Arthur Jafa: This goes back to something I’ve said repeatedly, a mantra really, which is that my overriding ambition is to make a black cinema with “the power, beauty and alienation of black music.”

TC: Tell us what you mean by that?

AJ: Well, to go back a little bit: I’m from Mississippi and went to Howard University to study architecture. I’d always wanted to study architecture; it’s my first love to this day.

And in a sense, my preoccupations then were the same as now. Even though then I would have said something like, “I want to make a house that’s like Kind of Blue. Or a house that’s like Electric Lady or Songs in the Key of Life.” But by my third year at Howard I couldn’t really see a path to accomplishing the things I was interested in. I’d realized pretty early on that there was a class dimension to who got to practice and do the kinds of things I was interested in doing. I became disenchanted with the possibilities of architecture for me. I didn’t know many black people that owned their own homes. I didn’t know any black people who were going to be able to commission me to make the essentially experimental architecture I was interested in. I remember telling my father at some point, “Dad, I think I’d rather be a failed filmmaker than a failed architect.”

So I wandered down to the film department at Howard and the first person I met was Haile Gerima. And that was very fortuitous.

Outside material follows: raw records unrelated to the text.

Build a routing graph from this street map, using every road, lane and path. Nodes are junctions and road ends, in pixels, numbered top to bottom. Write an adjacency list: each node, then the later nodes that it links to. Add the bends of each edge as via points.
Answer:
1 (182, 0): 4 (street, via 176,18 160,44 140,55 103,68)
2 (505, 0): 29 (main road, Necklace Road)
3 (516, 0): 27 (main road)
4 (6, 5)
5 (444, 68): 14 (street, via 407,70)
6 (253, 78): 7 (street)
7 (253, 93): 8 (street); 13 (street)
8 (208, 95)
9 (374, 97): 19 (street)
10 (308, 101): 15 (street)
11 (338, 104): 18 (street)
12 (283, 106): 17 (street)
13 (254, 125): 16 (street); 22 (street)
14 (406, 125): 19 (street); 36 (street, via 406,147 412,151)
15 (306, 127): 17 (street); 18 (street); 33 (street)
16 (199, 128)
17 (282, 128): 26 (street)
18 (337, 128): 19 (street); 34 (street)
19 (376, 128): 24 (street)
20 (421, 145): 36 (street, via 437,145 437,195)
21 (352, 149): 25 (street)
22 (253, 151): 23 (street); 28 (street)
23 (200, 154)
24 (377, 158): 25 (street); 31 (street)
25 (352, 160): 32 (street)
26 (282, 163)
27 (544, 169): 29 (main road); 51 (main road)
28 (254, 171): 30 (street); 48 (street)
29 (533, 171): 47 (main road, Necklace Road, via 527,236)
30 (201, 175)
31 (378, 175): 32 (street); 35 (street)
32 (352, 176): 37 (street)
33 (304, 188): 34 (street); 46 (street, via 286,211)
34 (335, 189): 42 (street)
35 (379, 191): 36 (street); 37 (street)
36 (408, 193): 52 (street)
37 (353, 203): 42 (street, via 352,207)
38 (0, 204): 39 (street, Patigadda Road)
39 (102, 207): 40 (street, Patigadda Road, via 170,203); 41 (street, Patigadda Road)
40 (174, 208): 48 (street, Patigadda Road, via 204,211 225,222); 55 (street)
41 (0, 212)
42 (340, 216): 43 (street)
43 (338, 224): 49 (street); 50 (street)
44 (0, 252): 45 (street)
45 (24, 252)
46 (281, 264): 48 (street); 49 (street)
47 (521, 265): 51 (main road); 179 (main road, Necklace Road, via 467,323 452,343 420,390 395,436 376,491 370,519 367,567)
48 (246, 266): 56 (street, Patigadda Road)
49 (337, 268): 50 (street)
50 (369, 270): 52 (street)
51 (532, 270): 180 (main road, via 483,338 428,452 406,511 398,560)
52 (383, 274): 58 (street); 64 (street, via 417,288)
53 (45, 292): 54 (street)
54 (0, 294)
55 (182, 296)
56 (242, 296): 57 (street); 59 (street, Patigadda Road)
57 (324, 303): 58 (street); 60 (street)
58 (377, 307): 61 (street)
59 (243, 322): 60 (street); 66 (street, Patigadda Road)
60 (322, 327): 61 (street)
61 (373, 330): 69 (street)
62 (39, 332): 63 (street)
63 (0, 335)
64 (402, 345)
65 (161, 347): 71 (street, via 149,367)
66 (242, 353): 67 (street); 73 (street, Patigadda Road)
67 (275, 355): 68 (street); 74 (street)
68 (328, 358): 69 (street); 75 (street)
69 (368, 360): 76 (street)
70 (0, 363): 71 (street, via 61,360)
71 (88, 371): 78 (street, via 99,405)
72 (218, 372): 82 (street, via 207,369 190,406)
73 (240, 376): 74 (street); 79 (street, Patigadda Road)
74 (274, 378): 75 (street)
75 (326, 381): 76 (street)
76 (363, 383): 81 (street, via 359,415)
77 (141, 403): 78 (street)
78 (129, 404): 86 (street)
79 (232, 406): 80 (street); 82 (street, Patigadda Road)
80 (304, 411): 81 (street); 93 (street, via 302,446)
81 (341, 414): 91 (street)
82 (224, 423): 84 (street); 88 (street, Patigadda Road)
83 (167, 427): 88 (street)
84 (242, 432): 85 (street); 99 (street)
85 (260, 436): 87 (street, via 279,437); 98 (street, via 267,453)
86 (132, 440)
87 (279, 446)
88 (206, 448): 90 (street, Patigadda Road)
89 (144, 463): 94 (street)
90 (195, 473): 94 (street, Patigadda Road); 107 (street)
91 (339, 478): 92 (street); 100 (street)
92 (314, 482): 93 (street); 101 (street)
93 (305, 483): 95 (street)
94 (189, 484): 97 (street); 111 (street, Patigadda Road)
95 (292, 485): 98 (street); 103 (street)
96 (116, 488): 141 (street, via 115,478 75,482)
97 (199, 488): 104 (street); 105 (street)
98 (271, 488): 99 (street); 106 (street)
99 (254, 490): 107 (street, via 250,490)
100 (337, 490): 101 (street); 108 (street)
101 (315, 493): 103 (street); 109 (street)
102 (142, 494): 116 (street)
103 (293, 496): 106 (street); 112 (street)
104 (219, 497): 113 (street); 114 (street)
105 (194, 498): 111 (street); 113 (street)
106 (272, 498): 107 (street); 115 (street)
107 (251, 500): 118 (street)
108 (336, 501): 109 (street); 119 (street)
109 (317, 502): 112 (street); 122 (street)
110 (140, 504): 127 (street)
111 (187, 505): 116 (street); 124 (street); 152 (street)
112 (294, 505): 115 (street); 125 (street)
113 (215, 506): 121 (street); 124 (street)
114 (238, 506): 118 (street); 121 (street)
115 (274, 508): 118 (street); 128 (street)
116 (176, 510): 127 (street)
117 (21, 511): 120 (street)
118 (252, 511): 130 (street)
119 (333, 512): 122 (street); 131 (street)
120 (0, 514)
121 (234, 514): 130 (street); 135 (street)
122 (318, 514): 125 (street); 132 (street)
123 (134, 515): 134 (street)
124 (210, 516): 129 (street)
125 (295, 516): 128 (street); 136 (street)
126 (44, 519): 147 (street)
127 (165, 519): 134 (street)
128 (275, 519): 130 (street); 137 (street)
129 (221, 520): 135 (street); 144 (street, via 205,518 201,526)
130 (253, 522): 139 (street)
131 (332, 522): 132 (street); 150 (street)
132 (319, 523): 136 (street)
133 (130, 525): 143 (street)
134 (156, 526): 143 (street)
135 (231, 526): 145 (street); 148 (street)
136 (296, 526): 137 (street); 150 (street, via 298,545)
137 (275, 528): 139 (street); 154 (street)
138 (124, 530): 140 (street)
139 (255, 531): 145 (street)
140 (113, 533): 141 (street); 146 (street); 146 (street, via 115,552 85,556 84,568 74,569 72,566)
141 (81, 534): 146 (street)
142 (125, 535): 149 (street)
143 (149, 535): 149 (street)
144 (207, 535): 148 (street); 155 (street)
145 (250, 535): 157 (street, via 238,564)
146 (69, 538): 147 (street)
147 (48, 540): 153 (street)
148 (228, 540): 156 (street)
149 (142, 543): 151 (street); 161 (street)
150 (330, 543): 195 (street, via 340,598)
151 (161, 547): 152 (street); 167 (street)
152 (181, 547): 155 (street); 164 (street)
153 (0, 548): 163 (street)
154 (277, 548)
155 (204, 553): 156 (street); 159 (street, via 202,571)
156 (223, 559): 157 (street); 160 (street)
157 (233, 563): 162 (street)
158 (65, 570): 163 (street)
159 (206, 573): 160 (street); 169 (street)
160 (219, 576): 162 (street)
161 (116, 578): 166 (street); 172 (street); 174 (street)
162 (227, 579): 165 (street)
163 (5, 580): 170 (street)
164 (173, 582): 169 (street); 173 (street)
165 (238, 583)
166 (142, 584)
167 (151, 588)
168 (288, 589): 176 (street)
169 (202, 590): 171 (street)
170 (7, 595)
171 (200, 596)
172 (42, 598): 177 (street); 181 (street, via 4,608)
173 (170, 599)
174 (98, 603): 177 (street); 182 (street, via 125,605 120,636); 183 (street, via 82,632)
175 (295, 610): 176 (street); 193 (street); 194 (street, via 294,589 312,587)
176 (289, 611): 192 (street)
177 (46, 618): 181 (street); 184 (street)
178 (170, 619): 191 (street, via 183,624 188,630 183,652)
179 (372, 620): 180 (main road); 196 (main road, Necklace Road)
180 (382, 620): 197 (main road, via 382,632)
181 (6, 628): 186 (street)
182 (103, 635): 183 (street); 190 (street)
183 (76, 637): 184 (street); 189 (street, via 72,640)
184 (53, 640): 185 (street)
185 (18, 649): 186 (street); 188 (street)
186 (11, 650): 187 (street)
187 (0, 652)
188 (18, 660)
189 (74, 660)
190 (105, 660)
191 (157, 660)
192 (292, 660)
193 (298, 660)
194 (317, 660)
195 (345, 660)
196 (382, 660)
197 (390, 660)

Haile had graduated three years prior from UCLA (and had been at the epicenter of the “LA Rebellion”), where, for the first time, black filmmakers were consciously and collectively engaged with thinking through what it might mean to make black cinema. One of the first things Haile said to me was: “We have to make black cinema.” And in a way this dovetailed perfectly with my ongoing ambition, which had been to make a house (and now a film) that was like black music.

It became clear, however, that our idea of black cinema was being narrowly constrained by the binary opposition to Hollywood we’d adopted. They’d say, “What’s black film? Black film is not Hollywood. It’s against Hollywood.” And that’s a fairly radical idea when you’re first confronted with it but very quickly my classmates and I were like, “OK, so if that’s the case, and if Hollywood has narratives, does that mean black film is necessarily nonnarrative? If Hollywood films are in color does that mean black films have to be in black and white?”

So we started to think through what black cinema could be if it wasn’t so narrowly defined as being against Hollywood, but was defined in its own terms. For me it came down to being about the music: How and why is the music so powerful? So, I’ve spent a large part of the last thirty years thinking about what makes black music so powerful, and how to transpose this power into this other medium, cinema.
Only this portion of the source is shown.